Soraya Smaili
Reitora da Unifesp
Há pouco menos de dez anos, os programas de pós-graduação consolidados na Unifesp eram quase que totalmente concentrados nas áreas de Medicina, Biomedicina, Enfermagem e Fonoaudiologia. Nossa universidade tornou-se referência de qualidade em pesquisa nacional e contribuiu com a formação de egressos que nuclearam diversos outros programas em diferentes instituições do território nacional. A qualidade foi construída ao longo dos oitenta anos de existência da Escola Paulista de Medicina (EPM), célula mater da Unifesp, que este ano completa o seu 20º aniversário.
Nos últimos sete anos, o cenário mudou como decorrência da expansão dos cursos de graduação e da ampliação dos programas de pós-graduação (PPG) stricto sensu. A expansão trouxe a contratação de 100% de doutores e um crescimento de 30% no número de PPGs. Entretanto, esse processo não foi propriamente planejado pelo Programa de Apoio a Planos de Reestruturação e Expansão das Universidades Federais (Reuni), que não destinou os recursos necessários e suficientes para manter o funcionamento da pós – o que inclui os laboratórios de pesquisa –, apesar de ter garantido bolsas.

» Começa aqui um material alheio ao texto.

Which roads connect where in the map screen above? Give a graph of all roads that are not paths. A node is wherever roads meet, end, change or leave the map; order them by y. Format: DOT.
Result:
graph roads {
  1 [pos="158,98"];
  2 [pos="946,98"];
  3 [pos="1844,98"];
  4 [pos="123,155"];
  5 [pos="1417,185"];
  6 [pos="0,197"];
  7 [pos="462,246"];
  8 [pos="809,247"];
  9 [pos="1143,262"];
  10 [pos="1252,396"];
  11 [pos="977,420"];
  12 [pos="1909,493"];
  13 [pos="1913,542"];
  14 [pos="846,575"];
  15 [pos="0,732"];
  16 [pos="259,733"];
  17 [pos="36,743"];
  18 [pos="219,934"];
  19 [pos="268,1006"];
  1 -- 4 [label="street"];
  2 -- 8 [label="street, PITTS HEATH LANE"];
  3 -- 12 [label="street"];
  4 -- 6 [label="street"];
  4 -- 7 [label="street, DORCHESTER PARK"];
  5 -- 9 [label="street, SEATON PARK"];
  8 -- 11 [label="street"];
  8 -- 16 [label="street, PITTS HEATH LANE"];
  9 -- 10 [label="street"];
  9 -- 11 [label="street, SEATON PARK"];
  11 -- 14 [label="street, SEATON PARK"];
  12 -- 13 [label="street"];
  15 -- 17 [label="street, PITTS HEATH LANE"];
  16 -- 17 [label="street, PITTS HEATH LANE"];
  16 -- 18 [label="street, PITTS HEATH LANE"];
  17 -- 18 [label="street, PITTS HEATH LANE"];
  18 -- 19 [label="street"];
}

O que fazer, então, com o sistema que agora demanda a abertura de novos PPGs e um ambiente adequado à pesquisa? Como atender a tantos doutores, agora vinculados às universidades públicas, que formam um contingente extremamente valioso para o país? Vivemos a difícil situação de manter o caminho pelo qual a Unifesp se consolidou no cenário nacional como instituição de qualidade no ensino de graduação e, ao mesmo tempo, garantir condições equivalentes para as atividades de pós-graduação.
Esse contexto impõe a necessidade de redimensionar os critérios de avaliação dos PPGs adotados pelo MEC. Em que pese o sistema de avaliação desse nível de ensino ter-se aprimorado, o corpo de mestres e doutores já produziu massa crítica que permite uma reflexão mais aprofundada sobre o tema. É necessário rever a lógica do processo e o quanto ela deixou de ser discutida, passando a ser simplesmente imposta.
Presenciamos, hoje, uma corrida pela obtenção de coeficientes e parâmetros numéricos supostamente indicativos de produtividade e qualidade. Em muitos casos, as pesquisas que geraram tais coeficientes têm pouca ou nenhuma repercussão no âmbito social e – especialmente – para a expansão do conhecimento. Alguns desses parâmetros e sistemas de classificação promovem, muitas vezes, distorções de viés produtivista. Por essa razão, é chegada a hora de fazermos uma pausa e repensarmos o sistema em seu conjunto.
Essa reflexão é ainda mais premente para a Unifesp, dadas as suas características específicas: de um lado, é uma universidade tradicional e consolidada; de outro, encontra-se em processo de ebulição. Antes do início da expansão, a Unifesp agregava cerca de 500 professores; hoje, possui cerca de 1.400 docentes doutores, dentre os quais 14% são livres-docentes. Há também um número elevado de técnicos administrativos com doutorado, que assumiram funções de pesquisa e pós-graduação em grande escala. São doutores oriundos de diferentes áreas, sedentos por um ambiente de acolhimento e crescimento acadêmico. Mas a falta de condições plenas de infraestrutura, aliada à demanda de recursos originada pelo ingresso de novos professores e pesquisadores, criam uma enorme pressão no sistema.
O sistema de avaliação deveria refletir esse desafio, mas isso não ocorre. De um lado, os programas consolidados são julgados segundo regras que privilegiam uma análise prioritariamente quantitativa. De outro lado, aplicam-se aos novos PPGs as regras próprias aos programas já consolidados. O método tende a criar um círculo vicioso por determinar que os recursos ofertados pelas agências de fomento à instituição e aos pesquisadores premiem o produtivismo. Uma avaliação mais justa teria de assegurar visibilidade ao grande número de programas que foram implantados pela Unifesp em diferentes áreas e que estão ainda em fase de consolidação.
A complexidade do tema e a necessidade de reflexão não param por aqui. Precisamos ainda discutir o sistema de avaliação em si mesmo. Seria esse o melhor sistema? Como torná-lo mais justo, menos quantitativo e mais qualitativo? Os parâmetros adotados são os mais adequados à realidade brasileira e à diversidade de pesquisa aqui desenvolvida?
Em qualquer hipótese, cumpre-nos proporcionar maior apoio à pós-graduação e pesquisa – fundamentais para a formação de novos profissionais – e promover o estímulo à criatividade intelectual e ao debate de ideias, além do compartilhamento dos saberes com a sociedade em seu conjunto. Afinal, é disso que vivemos e é nisso que devemos investir nossos esforços.